For some unknown reason this blogsite, Typepad, treated the following comment as SPAM when it was posted to the Scientists blog below. It isn't SPAM, it came from my wonderful friend Hans PD who is a scientist with a great deal of experience in environmental and atmospheric issues.
"Thanks for calling my attention to the UN letter.
"This website will also be of interest to you. It’s a long-winded way of saying what I’ve been saying for a few years: GCM’s (global climate models) are crap. When I worked with them, and what I’ve seen, and what this article states, is that they don’t predict the present, let alone the future. The funny thing for me was watching their users stand up and talk about their results as being really good, when at the same time they were showing the data/model results comparisons and they were poor.
"For example, on local pollution modeling (different than GCM) most models are happy to get a diurnal profile, even better if the highs are during the day, but almost nobody tries to get the actual pollutant concentrations correct. That’s what I did. And even that is a low standard compared to what one would call “agreement” between a theory and data in chemistry/physics/math.
Yet people would stand up at conferences showing model results w/o a proper diurnal profile (e.g. high pollutant concentrations at night, low during the day, or something else totally wrong), and say the model was working well become it showed some sort of variation. It was sort of funny if there weren’t so many blow-hards."
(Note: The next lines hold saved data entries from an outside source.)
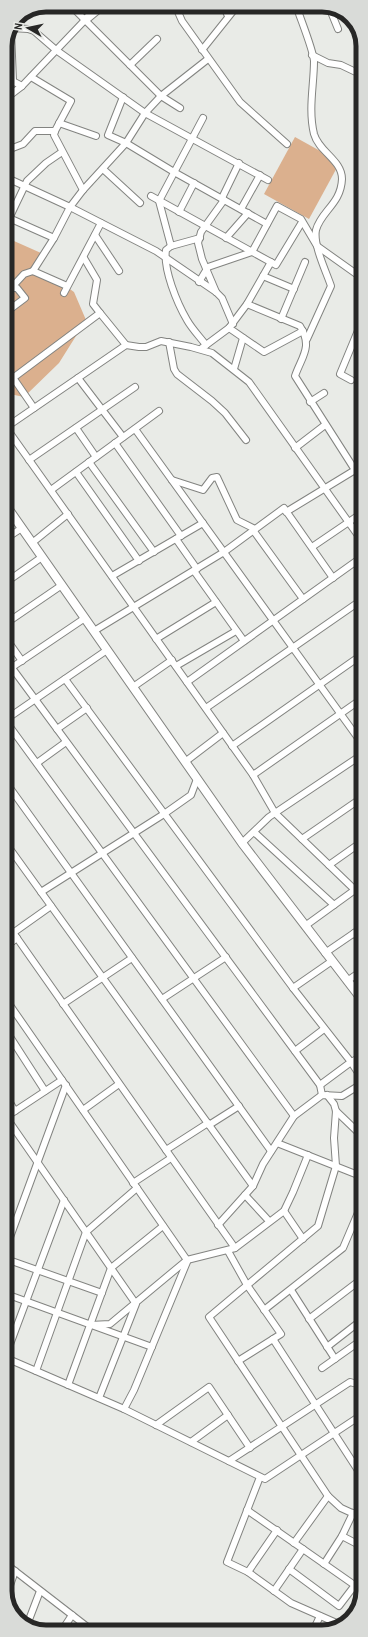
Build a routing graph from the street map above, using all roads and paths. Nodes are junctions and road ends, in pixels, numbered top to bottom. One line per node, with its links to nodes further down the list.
1 (77, 12): 9 (street)
2 (95, 12): 9 (street)
3 (178, 12): 14 (street)
4 (226, 12): 8 (street)
5 (232, 12): 8 (street)
6 (298, 12): 15 (street)
7 (332, 14): 11 (street)
8 (228, 16): 14 (street)
9 (85, 20): 13 (street); 18 (street)
10 (17, 28): 13 (street)
11 (338, 29)
12 (157, 39): 18 (street)
13 (56, 50): 20 (street); 25 (street)
14 (202, 50): 17 (street)
15 (312, 55): 19 (street); 65 (street)
16 (12, 56): 21 (street)
17 (208, 58): 24 (street); 34 (street)
18 (130, 64): 24 (street)
19 (356, 73)
20 (31, 77): 22 (street); 29 (street)
21 (13, 81): 22 (street)
22 (22, 86): 23 (street)
23 (12, 94)
24 (161, 96): 26 (street); 27 (street)
25 (123, 97): 27 (street); 33 (street)
26 (180, 108)
27 (145, 113): 32 (street); 33 (street)
28 (203, 118): 32 (street)
29 (59, 123): 30 (street); 31 (street)
30 (55, 131): 35 (street); 36 (street)
31 (96, 136)
32 (192, 138): 37 (street); 39 (street)
33 (126, 143): 38 (street); 39 (street)
34 (287, 144)
35 (12, 148)
36 (62, 152): 44 (street); 45 (street)
37 (239, 163): 40 (street); 47 (street)
38 (103, 169): 45 (street); 49 (street)
39 (174, 172): 43 (street); 48 (street)
40 (260, 175): 42 (street); 51 (street)
41 (12, 180): 44 (street)
42 (268, 180)
43 (194, 183): 47 (street); 53 (street)
44 (25, 186): 50 (street); 52 (street)
45 (83, 190): 50 (street)
46 (151, 196): 48 (street)
47 (223, 199): 51 (street); 59 (street)
48 (159, 201): 53 (street); 64 (street)
49 (140, 203)
50 (70, 207): 57 (street); 61 (street)
51 (241, 209): 54 (street)
52 (12, 212)
53 (179, 212): 59 (street)
54 (248, 212): 58 (street); 63 (street)
55 (12, 219): 61 (street)
56 (302, 222): 58 (street); 65 (street); 69 (street)
57 (101, 223): 60 (street); 68 (street)
58 (267, 224): 66 (street)
59 (206, 227): 62 (street); 63 (street)
60 (95, 235): 67 (street); 71 (street)
61 (54, 238): 73 (street)
62 (200, 238): 64 (street); 72 (street)
63 (226, 238): 66 (street)
64 (171, 246): 68 (street)
65 (317, 246): 74 (street); 91 (street)
66 (252, 252): 69 (street); 72 (street)
67 (84, 258): 78 (street); 85 (street)
68 (165, 258): 76 (street); 94 (street)
69 (270, 262): 75 (street)
70 (305, 262): 80 (street)
71 (119, 270)
72 (207, 270): 76 (street); 81 (street)
73 (33, 271): 77 (street); 78 (street)
74 (356, 274)
75 (263, 276): 80 (street); 83 (street)
76 (199, 282): 81 (street)
77 (12, 284)
78 (67, 286): 82 (street)
79 (12, 287): 84 (street)
80 (294, 289): 86 (street)
81 (216, 292): 87 (street)
82 (64, 293)
83 (247, 304): 86 (street); 87 (street)
84 (12, 308)
85 (100, 313): 93 (street); 97 (street)
86 (281, 319): 88 (street)
87 (231, 326): 90 (street); 94 (street)
88 (303, 331): 90 (street); 91 (street)
89 (356, 335): 99 (street)
90 (243, 338): 96 (street)
91 (307, 339): 102 (street)
92 (169, 342): 93 (street); 95 (street); 112 (street)
93 (126, 345): 98 (street)
94 (206, 345): 95 (street)
95 (200, 350): 96 (street)
96 (234, 369): 114 (street)
97 (13, 378): 103 (street)
98 (78, 378): 103 (street); 104 (street)
99 (350, 380)
100 (135, 388): 104 (street)
101 (324, 393): 102 (street)
102 (310, 402): 107 (street)
103 (34, 408): 106 (street)
104 (102, 410): 108 (street); 111 (street)
105 (159, 410): 109 (street)
106 (12, 423)
107 (325, 425): 114 (street); 118 (street)
108 (76, 428): 115 (street); 116 (street)
109 (135, 429): 111 (street); 120 (street)
110 (12, 436): 116 (street)
111 (123, 437): 113 (street)
112 (246, 440)
113 (115, 443): 115 (street); 133 (street)
114 (295, 448): 121 (street)
115 (96, 457): 117 (street)
116 (29, 460): 122 (street)
117 (88, 462): 119 (street); 136 (street)
118 (355, 470): 121 (street)
119 (76, 472): 122 (street); 139 (street)
120 (171, 479): 127 (street); 130 (street)
121 (324, 488): 123 (street); 128 (street)
122 (51, 490): 125 (street)
123 (286, 512): 130 (street); 135 (street)
124 (12, 514): 129 (street)
125 (68, 514): 134 (street); 142 (street)
126 (356, 517): 128 (street)
127 (203, 523): 133 (street); 137 (street)
128 (348, 523): 131 (street); 135 (street)
129 (22, 528): 132 (street); 134 (street)
130 (254, 529): 137 (street); 146 (street)
131 (356, 533)
132 (12, 534)
133 (178, 538): 136 (street); 141 (street)
134 (32, 543): 138 (street)
135 (312, 548): 144 (street)
136 (154, 552): 139 (street)
137 (224, 552): 141 (street); 152 (street)
138 (42, 557): 143 (street); 145 (street)
139 (139, 561): 142 (street)
140 (356, 561): 144 (street)
141 (195, 570): 147 (street); 149 (street)
142 (112, 576): 149 (street)
143 (12, 578)
144 (333, 578): 146 (street)
145 (62, 585): 150 (street); 151 (street)
146 (302, 600): 152 (street)
147 (216, 602): 154 (street); 155 (street)
148 (356, 604): 158 (street)
149 (134, 607): 153 (street); 155 (street)
150 (85, 618): 153 (street); 162 (street)
151 (12, 619)
152 (273, 621): 156 (street); 158 (street)
153 (94, 631): 159 (street)
154 (236, 631): 156 (street); 163 (street)
155 (156, 639): 161 (street)
156 (244, 641): 166 (street)
157 (12, 647): 162 (street)
158 (292, 648): 167 (street); 172 (street)
159 (107, 650): 165 (street); 168 (street)
160 (356, 658): 167 (street)
161 (172, 660): 163 (street); 168 (street)
162 (22, 661): 164 (street)
163 (176, 666): 166 (street)
164 (12, 668): 169 (street)
165 (65, 679): 169 (street); 171 (street)
166 (187, 682): 172 (street)
167 (319, 685): 173 (street); 180 (street)
168 (133, 687): 183 (street)
169 (35, 699): 174 (street); 176 (street)
170 (356, 703): 173 (street)
171 (87, 708): 176 (street); 189 (street)
172 (206, 708): 177 (street)
173 (340, 714): 178 (street); 184 (street)
174 (12, 715)
175 (12, 729): 182 (street)
176 (57, 729): 179 (street)
177 (223, 733): 180 (street); 183 (street)
178 (356, 736)
179 (66, 742): 182 (street); 191 (street)
180 (232, 746): 184 (street)
181 (356, 759): 188 (street)
182 (37, 762): 196 (street)
183 (185, 762): 185 (street)
184 (253, 775): 188 (street)
185 (197, 779): 189 (street); 193 (street)
186 (12, 791): 198 (street)
187 (356, 802): 192 (street)
188 (276, 813): 190 (street); 192 (street)
189 (164, 814): 191 (street); 217 (street)
190 (254, 832): 193 (street); 201 (street)
191 (134, 833): 196 (street); 210 (street)
192 (302, 839): 197 (street)
193 (242, 843): 203 (street)
194 (356, 846): 197 (street)
195 (12, 852): 200 (street)
196 (102, 852): 198 (street); 215 (street)
197 (328, 865): 199 (street)
198 (71, 872): 200 (street); 211 (street)
199 (355, 890): 201 (street)
200 (41, 892): 202 (street)
201 (334, 905): 203 (street)
202 (51, 906): 207 (street); 214 (street)
203 (305, 926): 209 (street)
204 (12, 932): 207 (street)
205 (354, 933): 206 (street); 209 (street)
206 (356, 935)
207 (15, 936): 208 (street); 220 (street)
208 (12, 939)
209 (326, 953): 212 (street)
210 (226, 957): 215 (street); 224 (street)
211 (132, 958): 214 (street); 219 (street)
212 (332, 961): 216 (street); 217 (street)
213 (356, 975): 216 (street)
214 (103, 978): 220 (street); 243 (street)
215 (194, 978): 219 (street); 242 (street)
216 (347, 981): 218 (street)
217 (293, 988): 222 (street)
218 (356, 992)
219 (162, 999): 237 (street)
220 (63, 1004): 229 (street)
221 (12, 1007): 228 (street)
222 (324, 1029): 224 (street); 226 (street)
223 (12, 1039): 232 (street)
224 (295, 1051): 230 (street)
225 (356, 1060): 226 (street)
226 (351, 1062): 227 (street); 230 (street)
227 (356, 1070)
228 (64, 1083): 232 (street); 238 (street); 251 (street)
229 (119, 1084): 238 (street); 247 (street)
230 (320, 1085): 233 (street)
231 (356, 1087): 234 (street)
232 (45, 1091): 239 (street)
233 (325, 1095): 234 (street); 235 (street); 242 (street)
234 (342, 1096): 235 (street)
235 (334, 1104): 240 (street)
236 (12, 1106): 239 (street)
237 (239, 1106): 243 (street); 248 (street)
238 (83, 1110): 254 (street)
239 (15, 1111): 241 (street)
240 (336, 1111): 245 (street); 252 (street)
241 (12, 1113)
242 (294, 1116): 246 (street)
243 (209, 1124): 247 (street); 255 (street)
244 (12, 1126): 251 (street)
245 (356, 1130)
246 (277, 1143): 248 (street); 249 (street)
247 (166, 1150): 250 (street)
248 (272, 1151): 255 (street)
249 (308, 1155): 252 (street); 258 (street)
250 (171, 1158): 254 (street); 261 (street)
251 (37, 1162): 257 (street); 263 (street)
252 (336, 1166): 253 (street); 265 (street)
253 (356, 1174)
254 (135, 1185): 262 (street); 264 (street)
255 (253, 1186): 256 (street)
256 (245, 1195): 259 (street); 261 (street)
257 (64, 1200): 264 (street); 271 (street)
258 (284, 1211): 259 (street); 265 (street)
259 (269, 1221): 266 (street)
260 (356, 1223): 275 (street)
261 (218, 1225): 266 (street)
262 (163, 1226): 268 (street); 270 (street)
263 (12, 1231)
264 (86, 1232): 270 (street); 272 (street)
265 (303, 1239): 274 (street)
266 (235, 1248): 267 (street)
267 (228, 1251): 268 (street); 274 (street)
268 (187, 1260): 279 (street); 289 (street)
269 (12, 1261): 271 (street)
270 (111, 1268): 276 (street); 279 (street)
271 (38, 1270): 272 (street); 278 (street)
272 (68, 1281): 276 (street); 281 (street)
273 (356, 1283): 282 (street)
274 (247, 1285): 280 (street); 293 (street)
275 (291, 1290): 280 (street); 282 (street)
276 (102, 1293): 284 (street)
277 (12, 1296): 278 (street)
278 (26, 1302): 281 (street); 286 (street)
279 (136, 1304): 284 (street); 285 (street)
280 (264, 1310): 287 (street)
281 (57, 1313): 284 (street); 295 (street)
282 (309, 1318): 290 (street)
283 (356, 1324): 290 (street)
284 (90, 1325): 285 (street); 297 (street)
285 (123, 1337): 289 (street); 298 (street)
286 (12, 1339)
287 (273, 1339): 293 (street); 299 (street)
288 (356, 1344): 291 (street)
289 (152, 1347): 300 (street)
290 (327, 1347): 291 (street)
291 (334, 1359): 294 (street)
292 (12, 1361): 295 (street)
293 (238, 1361): 304 (street)
294 (322, 1368)
295 (36, 1371): 297 (street)
296 (356, 1384): 299 (street)
297 (68, 1385): 298 (street)
298 (99, 1398): 300 (street)
299 (316, 1405): 304 (street); 305 (street)
300 (124, 1409): 303 (street)
301 (228, 1415): 303 (street); 306 (street); 307 (street)
302 (356, 1419): 305 (street)
303 (156, 1425): 306 (street)
304 (282, 1427): 307 (street); 308 (street)
305 (334, 1433): 308 (street); 311 (street)
306 (191, 1442): 310 (street)
307 (250, 1448): 310 (street)
308 (301, 1456): 313 (street); 314 (street)
309 (356, 1460): 311 (street)
310 (229, 1461): 313 (street)
311 (353, 1462): 312 (street)
312 (356, 1467)
313 (260, 1477): 315 (street)
314 (328, 1496): 316 (street); 320 (street)
315 (247, 1510): 318 (street); 327 (street)
316 (353, 1513): 317 (street); 319 (street)
317 (356, 1514)
318 (277, 1530): 320 (street); 327 (street)
319 (342, 1536): 321 (street); 323 (street)
320 (294, 1543): 322 (street)
321 (356, 1543)
322 (303, 1549): 323 (street); 325 (street)
323 (324, 1564): 329 (street)
324 (12, 1569): 326 (street)
325 (289, 1569): 329 (street); 331 (street)
326 (15, 1571): 328 (street); 330 (street)
327 (248, 1572): 331 (street)
328 (12, 1580)
329 (355, 1585)
330 (40, 1591): 332 (street); 334 (street)
331 (274, 1591): 333 (street)
332 (72, 1615): 336 (street); 337 (street)
333 (320, 1616): 335 (street); 338 (street)
334 (29, 1620)
335 (334, 1622)
336 (66, 1625)
337 (84, 1625)
338 (316, 1625)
Let me support what Hans says. I worked for years with equations and modeling in economics. No matter how good the data, and in economics we had a lot more relevant and better data than the climatologists have, our equations could not perform better than a "straight-line" assumption for data that was prior to or after the data used in the equations. In other words, assuming that "things would continue as they were" was statistically more accurate than our complex, computer modeled equations.